# How to complete this task
Repeat every line of the following material exactly.

---------- Dataset extract ----------

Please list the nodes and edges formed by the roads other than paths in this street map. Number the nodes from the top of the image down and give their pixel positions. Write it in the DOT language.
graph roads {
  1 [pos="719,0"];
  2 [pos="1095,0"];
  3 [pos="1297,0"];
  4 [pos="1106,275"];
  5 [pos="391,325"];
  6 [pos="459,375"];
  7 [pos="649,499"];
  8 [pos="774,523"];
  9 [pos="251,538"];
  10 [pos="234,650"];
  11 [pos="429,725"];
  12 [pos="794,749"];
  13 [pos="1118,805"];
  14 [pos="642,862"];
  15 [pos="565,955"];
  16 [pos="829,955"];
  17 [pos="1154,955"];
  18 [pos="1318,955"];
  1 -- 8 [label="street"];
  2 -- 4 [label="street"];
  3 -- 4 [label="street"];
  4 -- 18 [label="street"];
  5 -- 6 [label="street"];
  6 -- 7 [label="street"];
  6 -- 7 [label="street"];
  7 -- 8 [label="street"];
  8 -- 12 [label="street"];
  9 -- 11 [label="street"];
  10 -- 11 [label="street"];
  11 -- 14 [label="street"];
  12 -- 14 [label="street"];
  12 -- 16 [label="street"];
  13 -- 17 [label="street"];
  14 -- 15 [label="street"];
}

----------

# Solution
Please list the nodes and edges formed by the roads other than paths in this street map. Number the nodes from the top of the image down and give their pixel positions. Write it in the DOT language.
graph roads {
  1 [pos="719,0"];
  2 [pos="1095,0"];
  3 [pos="1297,0"];
  4 [pos="1106,275"];
  5 [pos="391,325"];
  6 [pos="459,375"];
  7 [pos="649,499"];
  8 [pos="774,523"];
  9 [pos="251,538"];
  10 [pos="234,650"];
  11 [pos="429,725"];
  12 [pos="794,749"];
  13 [pos="1118,805"];
  14 [pos="642,862"];
  15 [pos="565,955"];
  16 [pos="829,955"];
  17 [pos="1154,955"];
  18 [pos="1318,955"];
  1 -- 8 [label="street"];
  2 -- 4 [label="street"];
  3 -- 4 [label="street"];
  4 -- 18 [label="street"];
  5 -- 6 [label="street"];
  6 -- 7 [label="street"];
  6 -- 7 [label="street"];
  7 -- 8 [label="street"];
  8 -- 12 [label="street"];
  9 -- 11 [label="street"];
  10 -- 11 [label="street"];
  11 -- 14 [label="street"];
  12 -- 14 [label="street"];
  12 -- 16 [label="street"];
  13 -- 17 [label="street"];
  14 -- 15 [label="street"];
}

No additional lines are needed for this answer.